The methodology is known as experiential learning. Pioneered by US educational theorist David A. Kolb it is the process of making meaning from direct experience in different contexts.

The right experiential learning can strengthen leadership skills and effectiveness, enhance prioritisation and decision-making skills, improve communication, sharpen negotiation techniques and allow leaders to see their own business problems from fresh perspectives and connect the learnings to their workplace.

Through these immersive experiences, new skills can be developed that can be deployed in participants’ day jobs. It provides an opportunity to practise new (desired) behaviours that are needed in the business.

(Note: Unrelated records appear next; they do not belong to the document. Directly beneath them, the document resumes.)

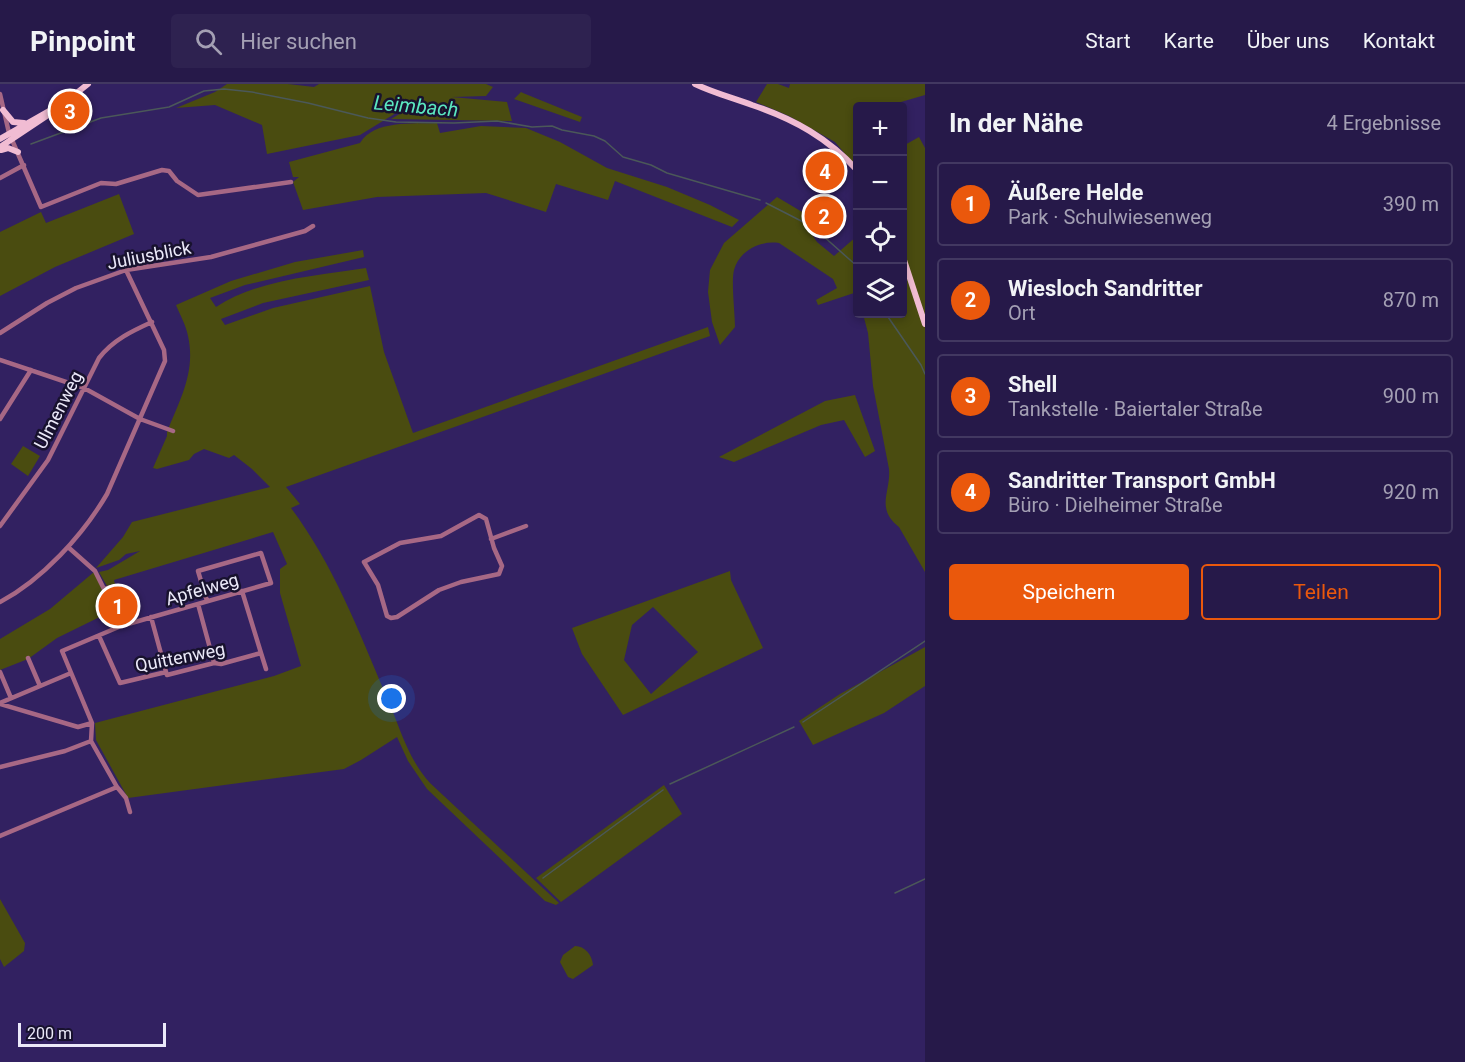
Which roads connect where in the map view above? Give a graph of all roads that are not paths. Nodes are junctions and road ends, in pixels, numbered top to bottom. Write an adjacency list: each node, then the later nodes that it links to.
1 (88, 84): 4 (main road)
2 (695, 84): 12 (main road)
3 (0, 94): 5 (street)
4 (60, 106): 6 (main road); 7 (main road)
5 (3, 110): 6 (main road); 7 (street)
6 (25, 123): 7 (main road)
7 (11, 136): 8 (main road); 9 (main road); 10 (street)
8 (0, 139)
9 (0, 149): 10 (main road)
10 (18, 152): 11 (street)
11 (24, 165): 13 (street); 14 (street)
12 (853, 166)
13 (0, 178)
14 (291, 182)
15 (313, 226): 17 (street, Juliusblick)
16 (906, 264): 19 (main road)
17 (126, 270): 18 (street); 20 (street, Juliusblick)
18 (152, 322): 23 (street, Ulmenweg); 25 (street)
19 (925, 324)
20 (0, 333)
21 (0, 360): 22 (street)
22 (31, 370): 23 (street); 24 (street)
23 (84, 388): 25 (street); 27 (street, Ulmenweg)
24 (0, 419)
25 (140, 419): 26 (street); 30 (street)
26 (173, 431)
27 (0, 526)
28 (525, 526): 29 (street)
29 (491, 539): 29 (street)
30 (68, 548): 31 (street); 34 (street)
31 (116, 586)
32 (242, 591): 33 (street, Apfelweg); 33 (street, Apfelweg); 38 (street)
33 (207, 601): 35 (street, Apfelweg)
34 (0, 602)
35 (198, 604): 36 (street, Apfelweg); 40 (street)
36 (151, 617): 37 (street, Apfelweg); 43 (street)
37 (99, 636): 43 (street, Quittenweg); 44 (street, Apfelweg)
38 (261, 653): 40 (street, Quittenweg); 41 (street)
39 (28, 658): 45 (street)
40 (214, 663): 43 (street, Quittenweg)
41 (266, 669)
42 (0, 672): 46 (street)
43 (166, 672)
44 (71, 673): 45 (street); 48 (street, Apfelweg)
45 (40, 686): 46 (street)
46 (11, 698): 47 (street)
47 (0, 703): 48 (street)
48 (92, 723): 49 (street, Apfelweg)
49 (91, 741): 50 (street); 51 (street)
50 (0, 767)
51 (117, 787): 52 (street); 53 (street)
52 (130, 812)
53 (0, 836)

Cashed-up companies invest in immersive experiential learning in order to explore new behaviours and new ways of working and to see things from multiple perspectives.

If experiential learning is not done properly, if there aren’t clear business objectives and learning outcomes, this executive training is not much more than “parlour games on steroids,” says Cheryl Stokes executive director of the Learning Innovations Team at Duke CE.

It designs experiential learning experiences to be as authentic as possible – real lawyers, real race-car drivers. This enables participants to fully engage, “and lessens their natural tendency to dismiss the experience as ‘play’, allowing natural behaviours, bias and mindsets to emerge,” says Bradsher.

Know. Do. Believe.

MGSM’s executive director of executive education, Paul Kirkbride, has extensive experience developing experiential learning sessions for his clients. “It’s not good enough to just have cognitive knowledge. It needs to be translated into behaviour.”

“So much executive education is centred on the ‘know’ part, and not enough on the ‘do’ or ‘believe’,” says Dr Kirkbride.

As part of AGSM’s six-day $16,445 Accelerated Leadership program, eight executives learn how to be in sync with their colleagues in a very different office – a coxed eight rowboat with an Olympian rowing facilitator.

A banking executive will have to take on a challenge that an energy executive from the group is facing and vice versa.

Enjoyable experiences

According to Jayne Jennings, general manager of Open Programs and Learning and Practice at Melbourne Business School (MBS), participants generally enjoy the experience, but it is often what happens after the session that kickstarts the process of behavioural change.

“More profoundly, they have real ‘ah ha’ moments either during the activities or during a reflection phase,” she says.

MBS uses a range of experiential learning methods, including role drawing (not playing), impromptu theatre and excursions to sporting or cultural events, as well as immersion activities where participants visit other organisations and/or other countries.

Dr Kirkbride points out that there is very little teaching per se, in experiential learning situations. It is more about participants going through a process, then reflecting on that experience and relating it back to the future leadership behaviours they want to achieve.

Benefits

One of the benefits of experiential learning is that it can be a very safe way to allow a company’s “undiscussables” to be addressed: the elephant in the room can be introduced to discussions in a less threatening way.

“Whereas if I simply said: ‘these are the undiscussables in your organisation’, everybody would keep their head down,” Dr Kirkbride says.

In AGSM’s custom programs, executives can take on a persona in an experiential session where they must play out the “dark side” of their personality.

Wesley Toms, client relationship manager at AGSM, says that experiential learning can help participants see how this behaviour impacts on staff and the business on a day-to-day basis.

For Bradsher, the business case for experiential learning is clear: “We would say that if your organisation is not providing any experiential learning in your work, then you are missing an opportunity to provide a better, more effective service to your clientele.”